### WHAT IS EXPECTED
All the entries need to be quoted exactly, apart from the pictures, which you should drop.

### STUDY MATERIAL
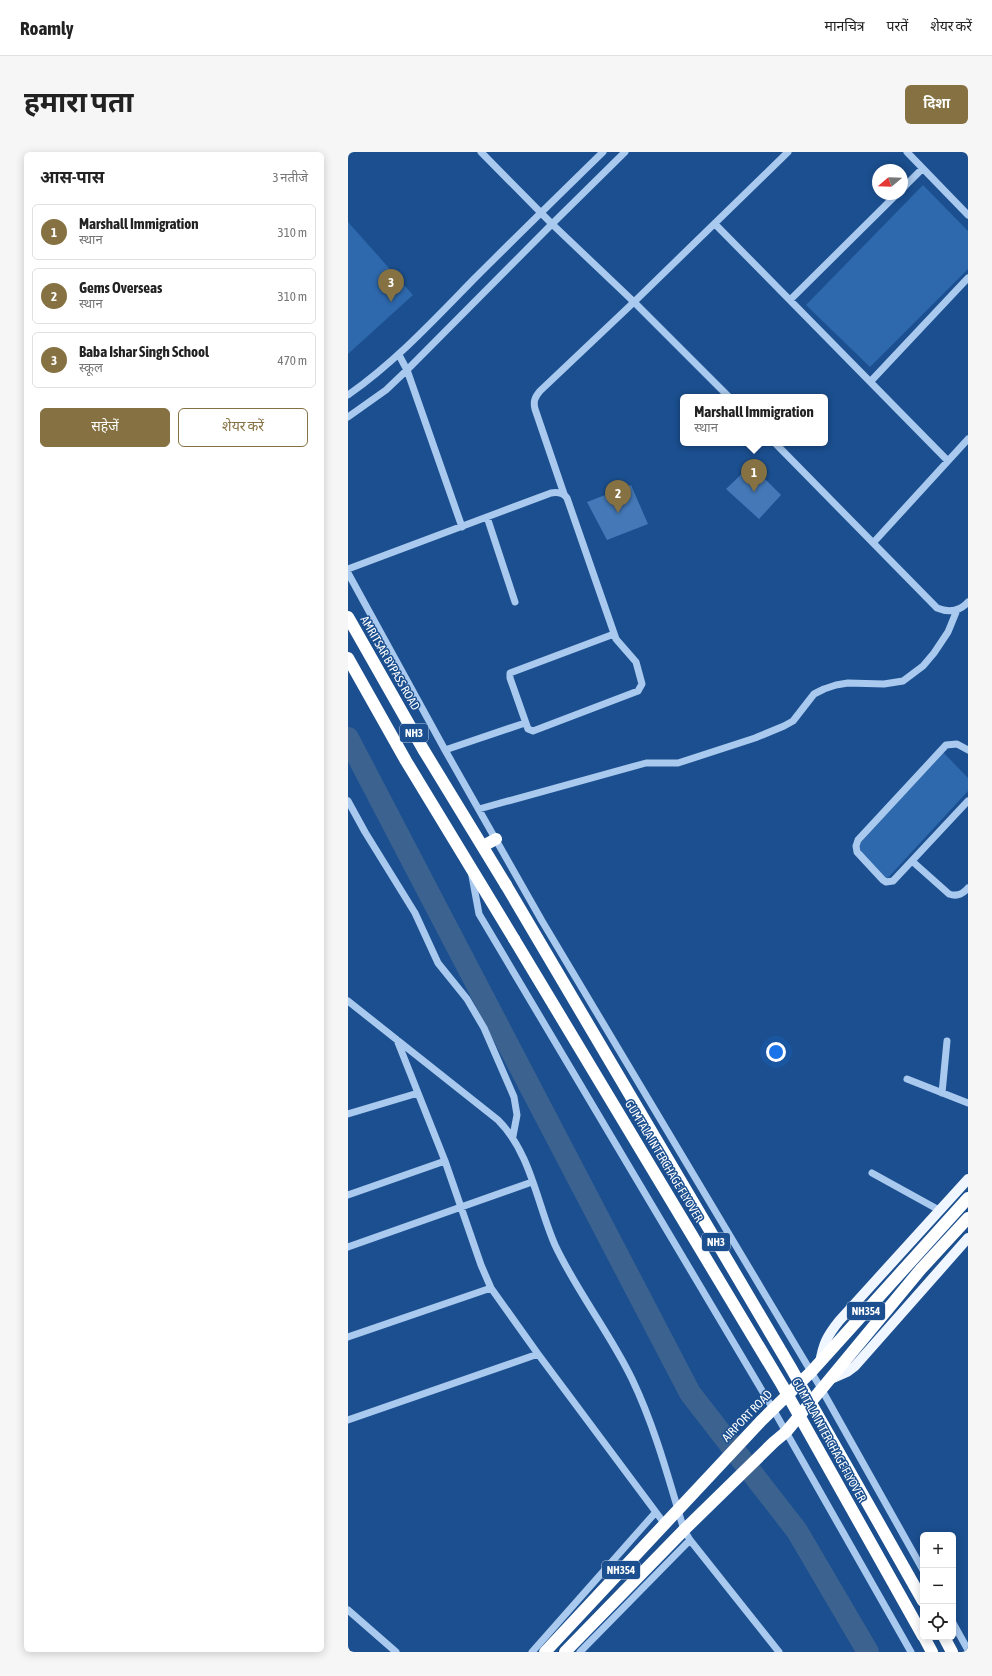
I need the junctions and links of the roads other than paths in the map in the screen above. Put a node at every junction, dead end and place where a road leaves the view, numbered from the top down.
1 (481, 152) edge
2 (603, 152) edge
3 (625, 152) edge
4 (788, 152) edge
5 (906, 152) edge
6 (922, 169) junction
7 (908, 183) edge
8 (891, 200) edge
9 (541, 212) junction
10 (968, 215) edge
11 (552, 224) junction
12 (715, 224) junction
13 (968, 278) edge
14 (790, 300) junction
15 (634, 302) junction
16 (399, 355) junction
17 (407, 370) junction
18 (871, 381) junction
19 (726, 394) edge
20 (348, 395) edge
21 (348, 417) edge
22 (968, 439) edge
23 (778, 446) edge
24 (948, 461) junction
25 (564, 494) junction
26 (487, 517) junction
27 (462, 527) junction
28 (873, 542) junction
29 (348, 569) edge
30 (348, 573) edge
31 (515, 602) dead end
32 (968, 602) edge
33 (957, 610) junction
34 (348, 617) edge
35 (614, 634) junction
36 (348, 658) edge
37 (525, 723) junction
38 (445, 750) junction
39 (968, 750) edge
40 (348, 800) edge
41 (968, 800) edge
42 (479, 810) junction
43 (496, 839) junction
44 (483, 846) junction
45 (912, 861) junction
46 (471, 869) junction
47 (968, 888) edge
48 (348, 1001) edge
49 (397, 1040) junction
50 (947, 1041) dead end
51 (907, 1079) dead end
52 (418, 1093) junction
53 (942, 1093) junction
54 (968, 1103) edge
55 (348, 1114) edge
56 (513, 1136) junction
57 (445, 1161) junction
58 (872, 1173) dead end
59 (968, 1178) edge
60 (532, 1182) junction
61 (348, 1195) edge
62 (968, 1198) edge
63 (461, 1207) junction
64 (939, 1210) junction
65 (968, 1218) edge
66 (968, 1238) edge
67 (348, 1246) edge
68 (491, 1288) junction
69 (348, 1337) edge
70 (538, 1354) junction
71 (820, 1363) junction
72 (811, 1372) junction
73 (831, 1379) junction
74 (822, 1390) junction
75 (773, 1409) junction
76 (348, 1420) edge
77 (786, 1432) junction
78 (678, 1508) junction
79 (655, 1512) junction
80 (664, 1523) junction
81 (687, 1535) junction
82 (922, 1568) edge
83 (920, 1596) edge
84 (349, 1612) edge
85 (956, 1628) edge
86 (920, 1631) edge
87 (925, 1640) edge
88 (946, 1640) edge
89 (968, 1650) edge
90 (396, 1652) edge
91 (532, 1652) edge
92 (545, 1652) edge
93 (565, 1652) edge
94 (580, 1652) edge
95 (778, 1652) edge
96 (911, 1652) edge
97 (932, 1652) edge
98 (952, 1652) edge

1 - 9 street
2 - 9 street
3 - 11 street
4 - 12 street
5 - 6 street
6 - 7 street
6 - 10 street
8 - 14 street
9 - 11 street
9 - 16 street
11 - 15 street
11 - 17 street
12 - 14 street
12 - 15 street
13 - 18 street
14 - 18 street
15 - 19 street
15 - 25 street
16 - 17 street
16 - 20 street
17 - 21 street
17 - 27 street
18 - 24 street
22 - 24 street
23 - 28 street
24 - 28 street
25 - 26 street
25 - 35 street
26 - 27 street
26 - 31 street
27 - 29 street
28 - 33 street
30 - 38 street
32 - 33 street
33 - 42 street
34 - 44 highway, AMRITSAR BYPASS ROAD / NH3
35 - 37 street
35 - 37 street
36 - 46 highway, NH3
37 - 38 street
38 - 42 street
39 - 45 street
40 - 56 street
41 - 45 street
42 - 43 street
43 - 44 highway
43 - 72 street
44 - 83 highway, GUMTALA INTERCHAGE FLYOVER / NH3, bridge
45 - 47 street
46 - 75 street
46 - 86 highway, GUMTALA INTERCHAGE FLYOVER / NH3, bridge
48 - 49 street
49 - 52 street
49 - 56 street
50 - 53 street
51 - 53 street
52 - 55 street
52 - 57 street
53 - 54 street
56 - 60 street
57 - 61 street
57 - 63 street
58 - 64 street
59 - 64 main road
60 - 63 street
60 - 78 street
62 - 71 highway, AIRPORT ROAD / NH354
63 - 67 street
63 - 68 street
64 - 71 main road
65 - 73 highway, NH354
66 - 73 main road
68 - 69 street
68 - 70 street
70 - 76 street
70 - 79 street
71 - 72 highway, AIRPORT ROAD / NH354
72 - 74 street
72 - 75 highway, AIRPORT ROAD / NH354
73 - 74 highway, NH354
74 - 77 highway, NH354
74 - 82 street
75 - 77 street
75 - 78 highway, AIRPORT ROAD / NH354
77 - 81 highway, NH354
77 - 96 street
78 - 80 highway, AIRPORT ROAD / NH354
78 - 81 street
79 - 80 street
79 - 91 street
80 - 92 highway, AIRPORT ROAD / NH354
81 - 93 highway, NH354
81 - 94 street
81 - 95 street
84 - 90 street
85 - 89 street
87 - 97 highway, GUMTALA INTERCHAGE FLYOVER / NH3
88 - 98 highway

### SOLUTION TO THIS PROBLEM
I need the junctions and links of the roads other than paths in the map in the screen above. Put a node at every junction, dead end and place where a road leaves the view, numbered from the top down.
1 (481, 152) edge
2 (603, 152) edge
3 (625, 152) edge
4 (788, 152) edge
5 (906, 152) edge
6 (922, 169) junction
7 (908, 183) edge
8 (891, 200) edge
9 (541, 212) junction
10 (968, 215) edge
11 (552, 224) junction
12 (715, 224) junction
13 (968, 278) edge
14 (790, 300) junction
15 (634, 302) junction
16 (399, 355) junction
17 (407, 370) junction
18 (871, 381) junction
19 (726, 394) edge
20 (348, 395) edge
21 (348, 417) edge
22 (968, 439) edge
23 (778, 446) edge
24 (948, 461) junction
25 (564, 494) junction
26 (487, 517) junction
27 (462, 527) junction
28 (873, 542) junction
29 (348, 569) edge
30 (348, 573) edge
31 (515, 602) dead end
32 (968, 602) edge
33 (957, 610) junction
34 (348, 617) edge
35 (614, 634) junction
36 (348, 658) edge
37 (525, 723) junction
38 (445, 750) junction
39 (968, 750) edge
40 (348, 800) edge
41 (968, 800) edge
42 (479, 810) junction
43 (496, 839) junction
44 (483, 846) junction
45 (912, 861) junction
46 (471, 869) junction
47 (968, 888) edge
48 (348, 1001) edge
49 (397, 1040) junction
50 (947, 1041) dead end
51 (907, 1079) dead end
52 (418, 1093) junction
53 (942, 1093) junction
54 (968, 1103) edge
55 (348, 1114) edge
56 (513, 1136) junction
57 (445, 1161) junction
58 (872, 1173) dead end
59 (968, 1178) edge
60 (532, 1182) junction
61 (348, 1195) edge
62 (968, 1198) edge
63 (461, 1207) junction
64 (939, 1210) junction
65 (968, 1218) edge
66 (968, 1238) edge
67 (348, 1246) edge
68 (491, 1288) junction
69 (348, 1337) edge
70 (538, 1354) junction
71 (820, 1363) junction
72 (811, 1372) junction
73 (831, 1379) junction
74 (822, 1390) junction
75 (773, 1409) junction
76 (348, 1420) edge
77 (786, 1432) junction
78 (678, 1508) junction
79 (655, 1512) junction
80 (664, 1523) junction
81 (687, 1535) junction
82 (922, 1568) edge
83 (920, 1596) edge
84 (349, 1612) edge
85 (956, 1628) edge
86 (920, 1631) edge
87 (925, 1640) edge
88 (946, 1640) edge
89 (968, 1650) edge
90 (396, 1652) edge
91 (532, 1652) edge
92 (545, 1652) edge
93 (565, 1652) edge
94 (580, 1652) edge
95 (778, 1652) edge
96 (911, 1652) edge
97 (932, 1652) edge
98 (952, 1652) edge

1 - 9 street
2 - 9 street
3 - 11 street
4 - 12 street
5 - 6 street
6 - 7 street
6 - 10 street
8 - 14 street
9 - 11 street
9 - 16 street
11 - 15 street
11 - 17 street
12 - 14 street
12 - 15 street
13 - 18 street
14 - 18 street
15 - 19 street
15 - 25 street
16 - 17 street
16 - 20 street
17 - 21 street
17 - 27 street
18 - 24 street
22 - 24 street
23 - 28 street
24 - 28 street
25 - 26 street
25 - 35 street
26 - 27 street
26 - 31 street
27 - 29 street
28 - 33 street
30 - 38 street
32 - 33 street
33 - 42 street
34 - 44 highway, AMRITSAR BYPASS ROAD / NH3
35 - 37 street
35 - 37 street
36 - 46 highway, NH3
37 - 38 street
38 - 42 street
39 - 45 street
40 - 56 street
41 - 45 street
42 - 43 street
43 - 44 highway
43 - 72 street
44 - 83 highway, GUMTALA INTERCHAGE FLYOVER / NH3, bridge
45 - 47 street
46 - 75 street
46 - 86 highway, GUMTALA INTERCHAGE FLYOVER / NH3, bridge
48 - 49 street
49 - 52 street
49 - 56 street
50 - 53 street
51 - 53 street
52 - 55 street
52 - 57 street
53 - 54 street
56 - 60 street
57 - 61 street
57 - 63 street
58 - 64 street
59 - 64 main road
60 - 63 street
60 - 78 street
62 - 71 highway, AIRPORT ROAD / NH354
63 - 67 street
63 - 68 street
64 - 71 main road
65 - 73 highway, NH354
66 - 73 main road
68 - 69 street
68 - 70 street
70 - 76 street
70 - 79 street
71 - 72 highway, AIRPORT ROAD / NH354
72 - 74 street
72 - 75 highway, AIRPORT ROAD / NH354
73 - 74 highway, NH354
74 - 77 highway, NH354
74 - 82 street
75 - 77 street
75 - 78 highway, AIRPORT ROAD / NH354
77 - 81 highway, NH354
77 - 96 street
78 - 80 highway, AIRPORT ROAD / NH354
78 - 81 street
79 - 80 street
79 - 91 street
80 - 92 highway, AIRPORT ROAD / NH354
81 - 93 highway, NH354
81 - 94 street
81 - 95 street
84 - 90 street
85 - 89 street
87 - 97 highway, GUMTALA INTERCHAGE FLYOVER / NH3
88 - 98 highway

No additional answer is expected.